The Jasper News, May 15, 1919.

Saloniki, - High upon the hills of the bustling Macedonian city is a picturesque settlement where 3,000 Greek refugees, driven from Asia Minor by the massacre of 1914, make their homes. Hundreds of other Greeks who were interned by the Bulgarians in Dobrudja during the war have joined them recently. The houses in this refugee camp were constructed by the Greek Government. A space equivalent to a large New York furnished room is allotted to a family of from five to eight.

Tell Bitter Experience.

The older residents of this refugee ‘suburb’ of Saloniki, most of whom had fled from different parts of Asia Minor during the wholesale massacres there in 1914, have bitter experiences to relate about their treatment by the Turks. Some of these people lived in the city of Phocis, where the whole Christian population either had been driven out or were killed by the Turks. The women wept as they told about the outrages of the Moslems.

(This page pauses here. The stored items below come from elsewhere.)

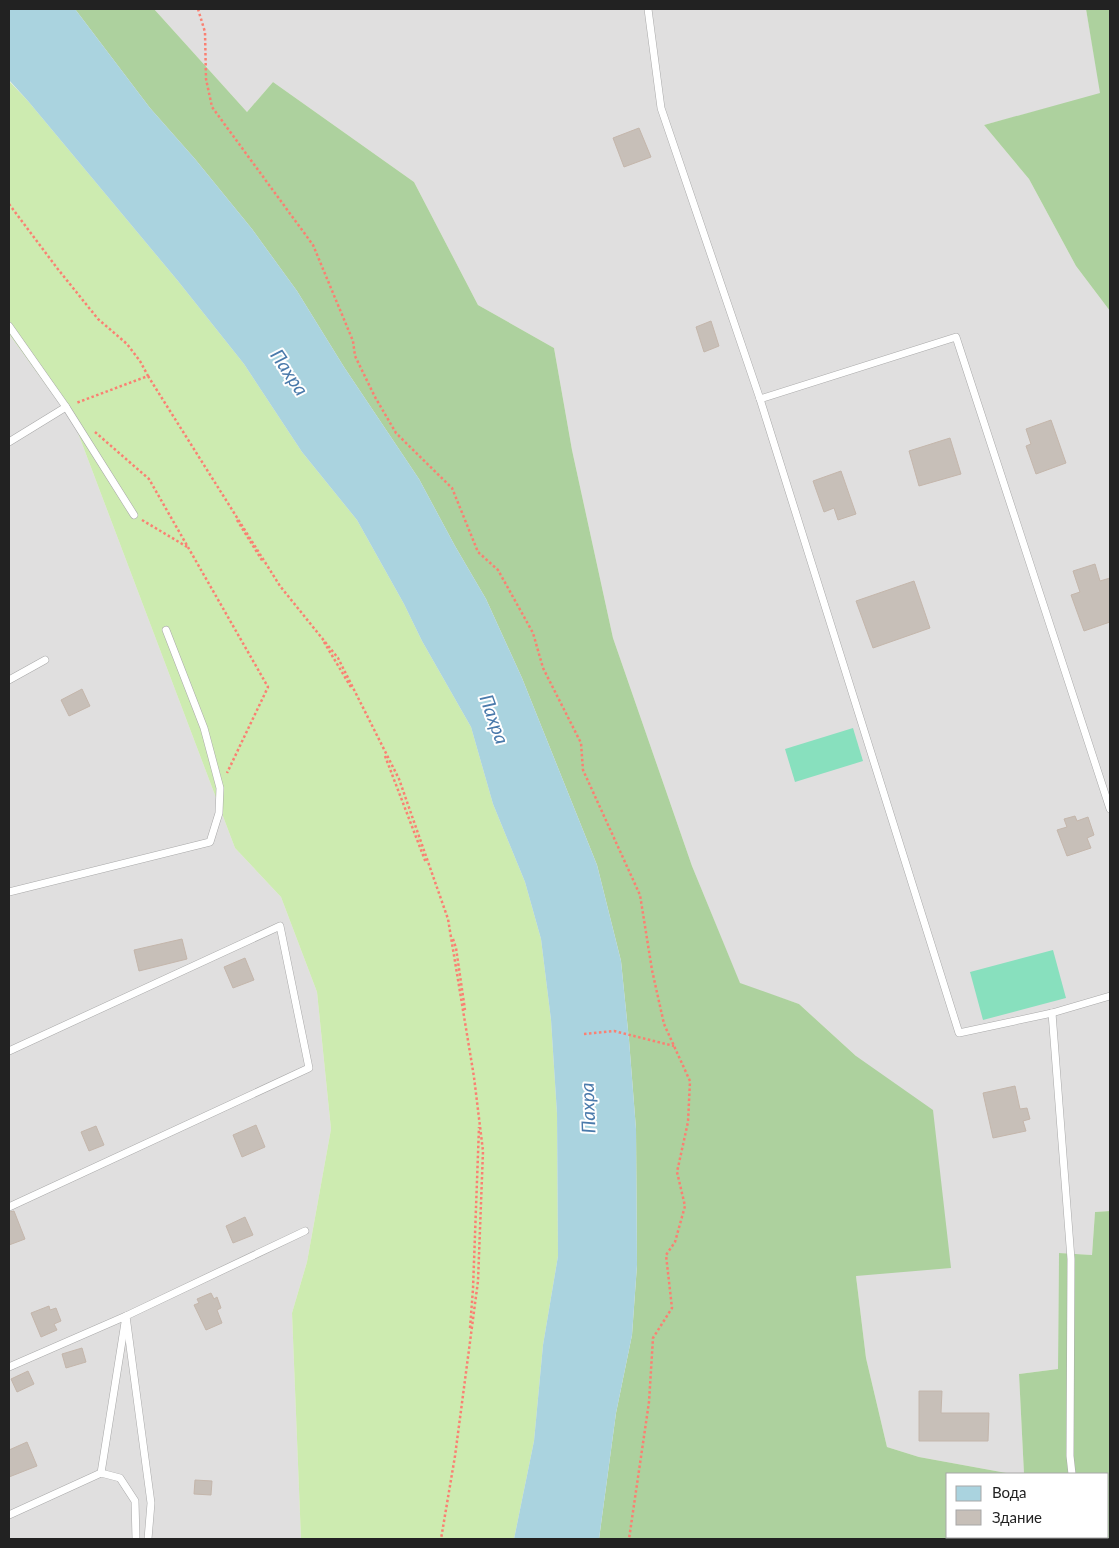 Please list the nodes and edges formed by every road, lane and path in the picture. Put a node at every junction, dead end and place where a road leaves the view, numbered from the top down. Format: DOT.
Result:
graph roads {
  1 [pos="198,9"];
  2 [pos="648,9"];
  3 [pos="9,204"];
  4 [pos="9,326"];
  5 [pos="148,376"];
  6 [pos="760,399"];
  7 [pos="66,407"];
  8 [pos="94,431"];
  9 [pos="9,442"];
  10 [pos="134,515"];
  11 [pos="189,548"];
  12 [pos="166,630"];
  13 [pos="45,660"];
  14 [pos="9,680"];
  15 [pos="220,788"];
  16 [pos="1110,809"];
  17 [pos="9,892"];
  18 [pos="1110,996"];
  19 [pos="1052,1013"];
  20 [pos="584,1034"];
  21 [pos="674,1046"];
  22 [pos="9,1051"];
  23 [pos="9,1207"];
  24 [pos="305,1231"];
  25 [pos="126,1316"];
  26 [pos="9,1367"];
  27 [pos="1072,1473"];
  28 [pos="101,1474"];
  29 [pos="9,1515"];
  30 [pos="136,1539"];
  31 [pos="148,1539"];
  32 [pos="440,1539"];
  33 [pos="629,1539"];
  1 -- 21 [label="path"];
  2 -- 6 [label="lane"];
  3 -- 5 [label="path"];
  4 -- 7 [label="lane"];
  5 -- 7 [label="path"];
  5 -- 32 [label="path"];
  6 -- 16 [label="lane"];
  6 -- 19 [label="lane"];
  7 -- 9 [label="lane"];
  7 -- 10 [label="lane"];
  8 -- 11 [label="path"];
  10 -- 11 [label="path"];
  11 -- 15 [label="path"];
  12 -- 15 [label="lane"];
  13 -- 14 [label="lane"];
  15 -- 17 [label="lane"];
  18 -- 19 [label="lane"];
  19 -- 27 [label="lane"];
  20 -- 21 [label="path"];
  21 -- 33 [label="path"];
  22 -- 23 [label="lane"];
  24 -- 25 [label="lane"];
  25 -- 26 [label="lane"];
  25 -- 28 [label="lane"];
  25 -- 31 [label="lane"];
  28 -- 29 [label="lane"];
  28 -- 30 [label="lane"];
} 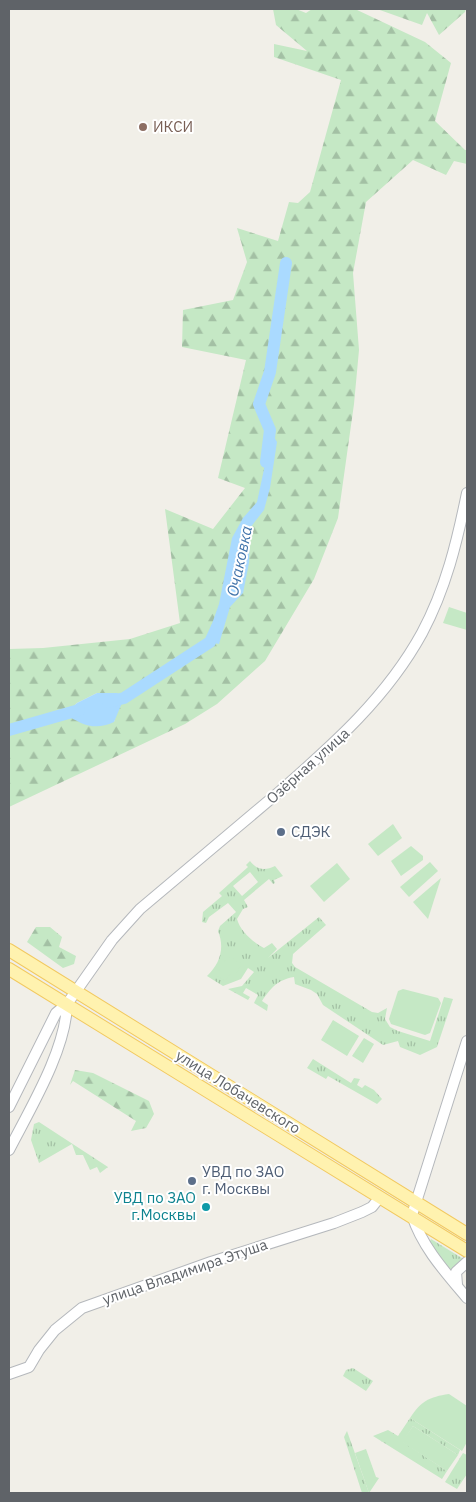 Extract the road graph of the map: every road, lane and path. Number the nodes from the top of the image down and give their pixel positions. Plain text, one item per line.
1 (467, 494) edge
2 (9, 950) edge
3 (9, 969) edge
4 (76, 990) junction
5 (67, 1004) junction
6 (467, 1041) edge
7 (9, 1107) edge
8 (9, 1150) edge
9 (380, 1197) junction
10 (414, 1209) junction
11 (467, 1234) edge
12 (467, 1251) edge
13 (467, 1262) edge
14 (457, 1286) junction
15 (467, 1298) edge
16 (9, 1374) edge

1 - 4 street, Озёрная улица
2 - 4 main road, улица Лобачевского
3 - 5 main road, улица Лобачевского
4 - 5 street, Озёрная улица
4 - 10 main road, улица Лобачевского
5 - 7 street, Озёрная улица
5 - 8 street
5 - 9 main road, улица Лобачевского
6 - 10 street
9 - 10 main road, улица Лобачевского
9 - 16 street, улица Владимира Этуша
10 - 11 main road, улица Лобачевского
10 - 12 main road, улица Лобачевского
10 - 14 street
13 - 14 street
14 - 15 street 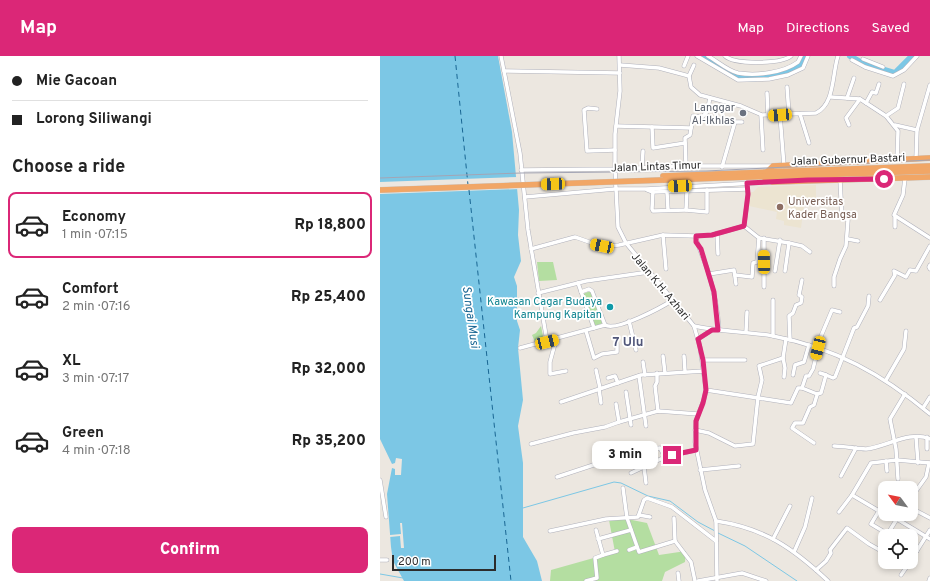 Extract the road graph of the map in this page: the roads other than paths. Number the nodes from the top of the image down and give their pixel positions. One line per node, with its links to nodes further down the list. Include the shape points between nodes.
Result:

The worst story was that told by an intelligent peasant woman, who declared that in a butcher shop opposite her home in Phocis she saw the Turks take a young girl who was considered the most attractive in town and cut her body into pieces. They hung the pieces on meat hooks and offered them for public sale, she said, to show the Turks’ contempt for Greek Christians.

What most impresses the eye of the visitor to speaking with these unfortunate people is their sad, wan and furrowed faces. They have been driven about by the invading foe until they have reached the point almost of despair and distraction.